I fully understand the M&M propositions but the below graph is driving me crazy.

The proposition makes sense - the cost of equity increases linearly when the firm adds more (lower cost ) debt thus offsetting the benefit from the lower cost of debt; therefore WACC is constant. Makes logical sense. What I am having trouble with is that if say the cost of equity for the unlevered firm is 10% and the cost of debt is 5% - isn’t the WACC lowest with the firm being 100% financed with debt? And again these propositions assume no financial distress costs so debt would be held at a constant 5% no matter what your D/E ratio is. That’s why the graph above is giving me pause – how can the WACC be constant if the firm has 100% debt financing at a lower cost than the initial cost of capital to the firm with 0 debt?

Sorry cant answer your question well enough, but can there even be a firm consisting of all debt & no equity?
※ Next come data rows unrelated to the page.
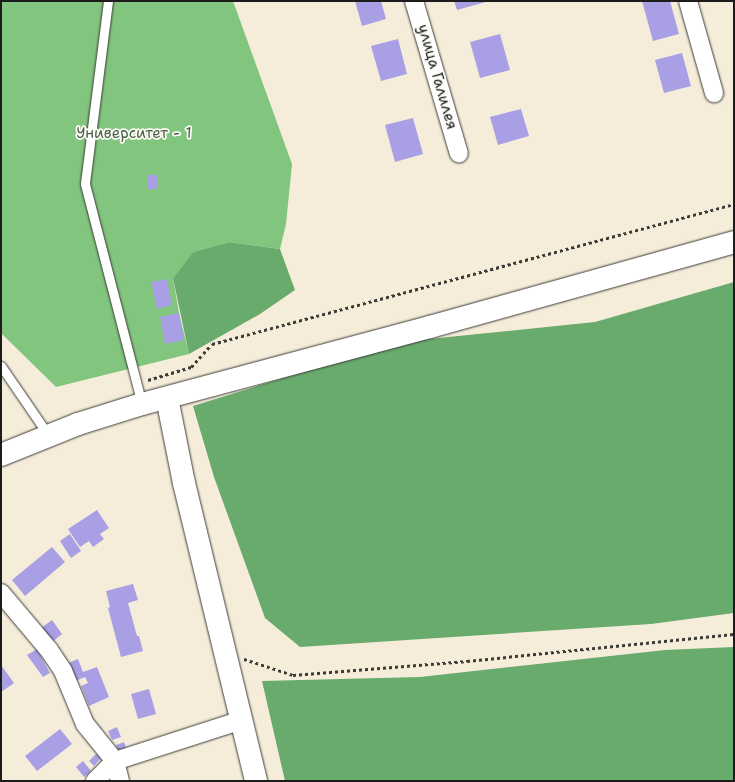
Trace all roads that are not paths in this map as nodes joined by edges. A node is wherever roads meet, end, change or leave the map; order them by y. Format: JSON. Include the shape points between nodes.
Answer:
{"nodes":[{"id":1,"x":108,"y":1,"type":"edge"},
{"id":2,"x":414,"y":1,"type":"edge"},
{"id":3,"x":688,"y":1,"type":"edge"},
{"id":4,"x":714,"y":93,"type":"dead end"},
{"id":5,"x":459,"y":154,"type":"dead end"},
{"id":6,"x":734,"y":242,"type":"edge"},
{"id":7,"x":1,"y":366,"type":"edge"},
{"id":8,"x":167,"y":398,"type":"junction"},
{"id":9,"x":142,"y":404,"type":"junction"},
{"id":10,"x":49,"y":436,"type":"junction"},
{"id":11,"x":1,"y":455,"type":"edge"},
{"id":12,"x":1,"y":593,"type":"edge"},
{"id":13,"x":242,"y":720,"type":"junction"},
{"id":14,"x":115,"y":761,"type":"junction"},
{"id":15,"x":95,"y":781,"type":"edge"},
{"id":16,"x":120,"y":781,"type":"edge"},
{"id":17,"x":256,"y":781,"type":"edge"}],
"edges":[{"from":1,"to":9,"type":"lane","via":[[85,184]]},
{"from":2,"to":5,"type":"street","name":"улица Галилея"},
{"from":3,"to":4,"type":"street"},
{"from":6,"to":8,"type":"street"},
{"from":7,"to":10,"type":"lane"},
{"from":8,"to":9,"type":"street"},
{"from":8,"to":13,"type":"street","via":[[184,483]]},
{"from":9,"to":10,"type":"street"},
{"from":10,"to":11,"type":"street"},
{"from":12,"to":14,"type":"street","via":[[49,650],[63,671],[85,724]]},
{"from":13,"to":14,"type":"street"},
{"from":13,"to":17,"type":"street"},
{"from":14,"to":15,"type":"street"},
{"from":14,"to":16,"type":"street"}]}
Seems impossible, that would mean all the economical benefits (& risks of uncertain cash flows) of the firm are being passed along to the bondholders.

The basis of MM w/o taxes is that the value of the firm is based on the discounted future cash flows & should not matter how much of the firm is financed by debt or equity. That value then gets split amongst stakeholders.

There’s no 100% debt in the graph. If the corporation’s got 100% debt, the wacc= cost of debt (assuming no taxes) which is a constant. 100% debt is optimal if there are no distress costs.

If there are no taxes (and no distress costs), then WACC is constant irrespective of the capital structure: 10% debt is optimal, and so is 20% debt, and 30% debt and so on.

Right - I get the point on all that its just the graph annoys me. I guess you are right they measure 100% debt at that intercept where WACC=Ru.

The point of where the firm is 100% debt financed the debt is essentially all equity makes sense - you are recieving the residual of EBIT. Which ties into Proposition I - no matter how you divide the pie up the pie is still the same size. If you are all equity then you get the residual of EBIT -> if you are all debt then you get the residual of EBIT -> therefore your risk/return profile of the CFs of the firm would be the same and so should the cost of capital at those extremes (or any others as well). It makes logic sense.

Where did you get those graphs? As I wrote above, the abscissa value is not the same as M&M used, and I think that that’s what’s confusing (at least, in part).

And there’s still an open question: what’s the cost of equity at 100% debt? (Or, as 100% debt usually isn’t legal, what’s the cost of equity at 99.99999% debt?)

Those graphs are all over the place (with the exception of the cost of equity line is linear). Just goolge M&M Proposition II with no taxes. They are also in my Schweser notes. Its also in the CFAI text.

Thats the other thing the formula is: Re= r0 + D/E(r0-rd). So if debt is 0 then the cost of equity is undefined at least by that formula. Which is partially confusing as well.

However the point made by Yayyywork would mean that the cost of debt at 100% would be the cost of equity at 100% - in either case you are the residual holder to 100% of the EBIT so why should your cost of capital be different?

The one in the CFA Institute text has D/E on the x-axis; that’s my point.

There’s a lot of stuff you can get by Googling. Most of it is stupid. The M&M graphs with D/A on the x-axis fall into that category.

The graph in your Schweser notes has “% debt in capital structure” as the label on the x-axis. That’s wrong. They have that in all of their M&M graphs. They’re all wrong.